BEGIN RECORDS FOR PROCESSING

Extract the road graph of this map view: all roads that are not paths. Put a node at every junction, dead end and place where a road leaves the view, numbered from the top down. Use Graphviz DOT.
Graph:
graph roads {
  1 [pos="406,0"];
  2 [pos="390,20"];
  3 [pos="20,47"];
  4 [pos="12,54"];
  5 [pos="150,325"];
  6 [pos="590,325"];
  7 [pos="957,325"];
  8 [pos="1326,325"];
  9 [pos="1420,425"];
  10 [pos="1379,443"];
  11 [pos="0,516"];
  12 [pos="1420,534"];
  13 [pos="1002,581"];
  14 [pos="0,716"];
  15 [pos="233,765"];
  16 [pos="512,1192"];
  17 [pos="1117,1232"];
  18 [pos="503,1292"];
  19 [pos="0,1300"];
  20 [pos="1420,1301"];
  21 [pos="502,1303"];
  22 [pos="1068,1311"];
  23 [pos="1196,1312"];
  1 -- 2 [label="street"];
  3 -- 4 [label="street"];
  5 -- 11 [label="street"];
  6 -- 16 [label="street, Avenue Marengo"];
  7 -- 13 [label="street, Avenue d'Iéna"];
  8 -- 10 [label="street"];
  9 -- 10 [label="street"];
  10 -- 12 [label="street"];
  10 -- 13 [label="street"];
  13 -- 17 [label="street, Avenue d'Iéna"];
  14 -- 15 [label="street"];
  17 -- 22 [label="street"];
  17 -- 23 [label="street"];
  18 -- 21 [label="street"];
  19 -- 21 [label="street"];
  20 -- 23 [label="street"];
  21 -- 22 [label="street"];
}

END RECORDS FOR PROCESSING

#### TASK DIRECTIONS:
Nothing in the data may be left out; copy every line exactly.

#### FINISHED EXERCISE:
Extract the road graph of this map view: all roads that are not paths. Put a node at every junction, dead end and place where a road leaves the view, numbered from the top down. Use Graphviz DOT.
Graph:
graph roads {
  1 [pos="406,0"];
  2 [pos="390,20"];
  3 [pos="20,47"];
  4 [pos="12,54"];
  5 [pos="150,325"];
  6 [pos="590,325"];
  7 [pos="957,325"];
  8 [pos="1326,325"];
  9 [pos="1420,425"];
  10 [pos="1379,443"];
  11 [pos="0,516"];
  12 [pos="1420,534"];
  13 [pos="1002,581"];
  14 [pos="0,716"];
  15 [pos="233,765"];
  16 [pos="512,1192"];
  17 [pos="1117,1232"];
  18 [pos="503,1292"];
  19 [pos="0,1300"];
  20 [pos="1420,1301"];
  21 [pos="502,1303"];
  22 [pos="1068,1311"];
  23 [pos="1196,1312"];
  1 -- 2 [label="street"];
  3 -- 4 [label="street"];
  5 -- 11 [label="street"];
  6 -- 16 [label="street, Avenue Marengo"];
  7 -- 13 [label="street, Avenue d'Iéna"];
  8 -- 10 [label="street"];
  9 -- 10 [label="street"];
  10 -- 12 [label="street"];
  10 -- 13 [label="street"];
  13 -- 17 [label="street, Avenue d'Iéna"];
  14 -- 15 [label="street"];
  17 -- 22 [label="street"];
  17 -- 23 [label="street"];
  18 -- 21 [label="street"];
  19 -- 21 [label="street"];
  20 -- 23 [label="street"];
  21 -- 22 [label="street"];
}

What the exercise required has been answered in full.